A=>(JG): ask the CCSDS technical point of contact for a solution to solve systematic troubles encountered with attached files in DAI mailing list (emails not received by members).

A=>(WG): send comments on the updated METS test case description -> next week.

2   Corot Test case

See email 5th February from Daniele, today from Don:

Review of comments included in the document.

A=>(DS): update the Corot test case for the introduction, definitions and other personal comments.
A=>(MM): update the "benefits", and section
A=>(DB): analyze remaining comments and propose explanation text when useful.

1.      3 Core PAIS GB

See email from Don today (clarification on nested groups with multiple occurrences).
A=>(WG): send comments on Don's proposal for the core GB (nested groups with multiple occurrences).

2.      4 Information Curation Process -ICP

see framework sent by John, and emails today and yesterday from  MM, JG, EC, DG.

Purpose and scope:
Ok with MM's proposal, except the point on test cases that should be avoided in the document itself (not conform to the CCSDS requirements), even if it's agreed to use test cases in order to test the standard.

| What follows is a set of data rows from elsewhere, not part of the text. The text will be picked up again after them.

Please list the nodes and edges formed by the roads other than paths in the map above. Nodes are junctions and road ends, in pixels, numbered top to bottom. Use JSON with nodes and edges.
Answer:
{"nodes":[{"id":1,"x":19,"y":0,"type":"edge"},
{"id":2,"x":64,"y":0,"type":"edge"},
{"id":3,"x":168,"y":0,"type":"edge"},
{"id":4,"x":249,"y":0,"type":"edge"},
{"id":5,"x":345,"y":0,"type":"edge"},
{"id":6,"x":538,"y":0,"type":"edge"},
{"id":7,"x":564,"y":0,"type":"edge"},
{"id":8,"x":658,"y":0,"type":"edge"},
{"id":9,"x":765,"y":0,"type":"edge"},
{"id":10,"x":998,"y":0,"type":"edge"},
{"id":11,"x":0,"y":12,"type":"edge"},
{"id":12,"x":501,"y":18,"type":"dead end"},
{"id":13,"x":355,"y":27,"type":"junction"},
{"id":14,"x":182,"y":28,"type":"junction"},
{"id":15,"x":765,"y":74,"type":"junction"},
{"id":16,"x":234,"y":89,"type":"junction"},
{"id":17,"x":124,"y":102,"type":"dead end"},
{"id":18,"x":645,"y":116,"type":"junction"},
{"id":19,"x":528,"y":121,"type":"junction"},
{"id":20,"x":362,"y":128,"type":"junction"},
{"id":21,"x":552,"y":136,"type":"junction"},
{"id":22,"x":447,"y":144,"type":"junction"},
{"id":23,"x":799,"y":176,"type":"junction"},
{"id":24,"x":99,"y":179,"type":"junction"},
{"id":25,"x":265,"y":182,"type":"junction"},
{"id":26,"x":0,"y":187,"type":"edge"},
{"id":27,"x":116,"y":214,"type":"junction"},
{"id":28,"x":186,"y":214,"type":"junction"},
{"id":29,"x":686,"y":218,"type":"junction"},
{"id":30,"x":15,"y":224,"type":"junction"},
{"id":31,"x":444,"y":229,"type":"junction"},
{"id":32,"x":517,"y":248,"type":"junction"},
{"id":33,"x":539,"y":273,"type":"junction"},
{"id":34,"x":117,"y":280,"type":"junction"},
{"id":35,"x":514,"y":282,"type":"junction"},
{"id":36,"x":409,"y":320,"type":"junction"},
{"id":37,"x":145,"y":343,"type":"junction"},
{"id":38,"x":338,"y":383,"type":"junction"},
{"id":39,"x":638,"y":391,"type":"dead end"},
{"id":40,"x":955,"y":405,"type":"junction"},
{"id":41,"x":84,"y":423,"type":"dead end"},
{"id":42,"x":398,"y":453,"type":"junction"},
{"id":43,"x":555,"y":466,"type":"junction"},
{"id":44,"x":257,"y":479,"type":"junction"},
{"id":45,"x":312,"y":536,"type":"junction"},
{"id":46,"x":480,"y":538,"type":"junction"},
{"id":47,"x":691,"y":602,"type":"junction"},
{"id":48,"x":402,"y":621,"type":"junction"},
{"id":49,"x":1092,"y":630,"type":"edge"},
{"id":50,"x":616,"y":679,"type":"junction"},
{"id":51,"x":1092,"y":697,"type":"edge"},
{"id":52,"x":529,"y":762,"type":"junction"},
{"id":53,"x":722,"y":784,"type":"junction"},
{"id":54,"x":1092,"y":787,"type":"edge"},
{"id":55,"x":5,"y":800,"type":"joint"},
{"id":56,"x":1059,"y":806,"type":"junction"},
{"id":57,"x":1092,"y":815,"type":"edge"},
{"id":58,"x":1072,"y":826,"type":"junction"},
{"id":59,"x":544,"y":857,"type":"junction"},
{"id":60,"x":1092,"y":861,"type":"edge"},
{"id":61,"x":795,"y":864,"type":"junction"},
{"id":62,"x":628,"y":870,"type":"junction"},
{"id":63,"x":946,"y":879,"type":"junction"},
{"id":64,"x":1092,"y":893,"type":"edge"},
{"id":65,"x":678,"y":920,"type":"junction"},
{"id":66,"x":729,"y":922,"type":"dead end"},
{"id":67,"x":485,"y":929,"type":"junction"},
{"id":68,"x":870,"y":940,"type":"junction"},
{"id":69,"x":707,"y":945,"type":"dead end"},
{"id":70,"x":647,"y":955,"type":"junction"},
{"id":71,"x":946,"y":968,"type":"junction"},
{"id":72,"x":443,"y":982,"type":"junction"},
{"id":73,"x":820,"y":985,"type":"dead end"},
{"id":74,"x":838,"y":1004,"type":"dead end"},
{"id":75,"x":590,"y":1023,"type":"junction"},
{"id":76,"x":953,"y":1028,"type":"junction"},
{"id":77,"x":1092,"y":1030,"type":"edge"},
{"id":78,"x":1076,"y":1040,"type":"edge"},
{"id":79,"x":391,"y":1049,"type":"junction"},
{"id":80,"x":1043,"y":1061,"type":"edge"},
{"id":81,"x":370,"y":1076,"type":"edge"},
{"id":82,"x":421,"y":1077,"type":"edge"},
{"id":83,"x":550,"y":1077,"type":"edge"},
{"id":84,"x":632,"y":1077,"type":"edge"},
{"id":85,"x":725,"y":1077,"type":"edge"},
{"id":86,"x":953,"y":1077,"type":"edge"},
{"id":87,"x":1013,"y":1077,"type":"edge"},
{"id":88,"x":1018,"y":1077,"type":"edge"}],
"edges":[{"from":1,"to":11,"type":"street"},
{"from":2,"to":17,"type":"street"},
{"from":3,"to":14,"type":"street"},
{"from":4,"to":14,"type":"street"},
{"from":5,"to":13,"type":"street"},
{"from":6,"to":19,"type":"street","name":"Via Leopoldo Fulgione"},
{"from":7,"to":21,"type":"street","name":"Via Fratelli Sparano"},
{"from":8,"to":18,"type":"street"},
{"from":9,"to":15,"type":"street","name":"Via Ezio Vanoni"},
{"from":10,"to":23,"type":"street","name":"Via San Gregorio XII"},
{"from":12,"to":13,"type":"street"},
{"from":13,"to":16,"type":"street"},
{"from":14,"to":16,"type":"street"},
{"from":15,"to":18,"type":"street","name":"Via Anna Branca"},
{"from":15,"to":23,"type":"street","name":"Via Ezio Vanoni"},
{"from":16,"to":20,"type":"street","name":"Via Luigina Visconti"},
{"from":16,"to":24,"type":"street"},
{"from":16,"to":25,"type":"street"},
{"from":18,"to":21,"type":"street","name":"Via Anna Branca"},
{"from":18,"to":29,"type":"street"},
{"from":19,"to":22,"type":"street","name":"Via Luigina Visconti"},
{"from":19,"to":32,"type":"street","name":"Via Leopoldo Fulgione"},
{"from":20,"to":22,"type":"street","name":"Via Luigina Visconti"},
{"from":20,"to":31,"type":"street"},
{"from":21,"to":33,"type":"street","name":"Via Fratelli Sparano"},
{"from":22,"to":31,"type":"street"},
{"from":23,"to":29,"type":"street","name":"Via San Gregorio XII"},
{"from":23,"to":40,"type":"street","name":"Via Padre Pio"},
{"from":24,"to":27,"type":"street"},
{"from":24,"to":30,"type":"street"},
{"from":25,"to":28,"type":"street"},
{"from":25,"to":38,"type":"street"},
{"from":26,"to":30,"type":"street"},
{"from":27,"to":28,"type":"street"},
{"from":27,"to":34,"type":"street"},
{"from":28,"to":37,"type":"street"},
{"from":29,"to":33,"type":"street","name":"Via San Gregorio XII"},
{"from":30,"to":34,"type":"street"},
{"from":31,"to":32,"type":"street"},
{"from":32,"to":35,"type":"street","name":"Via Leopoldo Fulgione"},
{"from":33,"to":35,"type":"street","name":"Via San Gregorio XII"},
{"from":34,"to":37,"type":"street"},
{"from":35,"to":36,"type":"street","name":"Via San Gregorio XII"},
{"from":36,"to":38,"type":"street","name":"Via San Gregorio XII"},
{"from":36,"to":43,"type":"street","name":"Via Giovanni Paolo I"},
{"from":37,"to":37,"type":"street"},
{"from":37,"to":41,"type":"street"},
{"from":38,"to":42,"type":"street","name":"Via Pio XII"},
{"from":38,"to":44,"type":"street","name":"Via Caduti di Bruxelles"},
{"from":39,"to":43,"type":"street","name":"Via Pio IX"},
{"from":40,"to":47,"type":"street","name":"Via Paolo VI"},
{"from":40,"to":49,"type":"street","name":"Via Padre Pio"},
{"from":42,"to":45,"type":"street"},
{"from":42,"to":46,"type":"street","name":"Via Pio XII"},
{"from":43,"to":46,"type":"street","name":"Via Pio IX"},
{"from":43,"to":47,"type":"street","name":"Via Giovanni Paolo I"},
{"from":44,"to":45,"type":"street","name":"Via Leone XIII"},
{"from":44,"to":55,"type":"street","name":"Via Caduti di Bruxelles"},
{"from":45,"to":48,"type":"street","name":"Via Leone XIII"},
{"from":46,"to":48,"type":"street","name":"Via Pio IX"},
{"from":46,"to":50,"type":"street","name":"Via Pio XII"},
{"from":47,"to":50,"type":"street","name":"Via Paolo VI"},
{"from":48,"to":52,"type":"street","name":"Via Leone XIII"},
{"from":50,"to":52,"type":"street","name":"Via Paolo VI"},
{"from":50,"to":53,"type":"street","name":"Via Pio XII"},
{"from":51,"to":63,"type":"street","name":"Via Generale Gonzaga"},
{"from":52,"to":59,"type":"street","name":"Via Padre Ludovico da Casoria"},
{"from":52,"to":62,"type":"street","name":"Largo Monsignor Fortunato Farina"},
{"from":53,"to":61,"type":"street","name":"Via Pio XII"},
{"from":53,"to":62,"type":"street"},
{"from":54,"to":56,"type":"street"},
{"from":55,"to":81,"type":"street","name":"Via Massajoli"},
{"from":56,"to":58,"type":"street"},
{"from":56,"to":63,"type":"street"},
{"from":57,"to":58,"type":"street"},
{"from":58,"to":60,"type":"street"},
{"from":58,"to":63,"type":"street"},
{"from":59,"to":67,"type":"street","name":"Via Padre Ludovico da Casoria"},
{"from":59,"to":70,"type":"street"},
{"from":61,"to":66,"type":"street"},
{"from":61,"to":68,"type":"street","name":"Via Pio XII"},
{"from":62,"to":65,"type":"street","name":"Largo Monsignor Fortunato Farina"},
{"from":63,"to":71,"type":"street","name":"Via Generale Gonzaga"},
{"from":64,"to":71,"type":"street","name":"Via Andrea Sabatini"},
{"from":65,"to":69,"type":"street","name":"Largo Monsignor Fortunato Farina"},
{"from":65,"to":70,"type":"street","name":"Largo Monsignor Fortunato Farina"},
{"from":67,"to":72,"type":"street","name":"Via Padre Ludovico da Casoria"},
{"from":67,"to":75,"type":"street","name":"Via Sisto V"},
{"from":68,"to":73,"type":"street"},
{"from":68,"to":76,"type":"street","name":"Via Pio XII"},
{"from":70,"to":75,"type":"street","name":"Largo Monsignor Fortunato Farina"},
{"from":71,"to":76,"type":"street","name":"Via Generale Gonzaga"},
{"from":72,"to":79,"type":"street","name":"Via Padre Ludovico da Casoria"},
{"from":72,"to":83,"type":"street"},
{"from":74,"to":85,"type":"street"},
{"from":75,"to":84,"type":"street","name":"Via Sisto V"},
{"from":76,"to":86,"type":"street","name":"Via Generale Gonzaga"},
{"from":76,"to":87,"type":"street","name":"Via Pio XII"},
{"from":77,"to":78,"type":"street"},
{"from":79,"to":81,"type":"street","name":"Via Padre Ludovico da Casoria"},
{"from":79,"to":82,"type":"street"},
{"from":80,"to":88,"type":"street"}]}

Other main areas of interest: probably no need to develop in details, but interesting to cite the words, at least to better attract the reader. It is decided to add one sentence containing the main terms of interest, without giving details (high level point of view).
Comment from DS after the telecon: the term 'Data Management Plan' is perhaps overloaded. Another term?

Use of 'preservation, 'utilization', 'curation' and 'stewardship':  hierarchical point of view ok following the LTDP document. Not sure it is useful to use all. Needs more discussion and definition.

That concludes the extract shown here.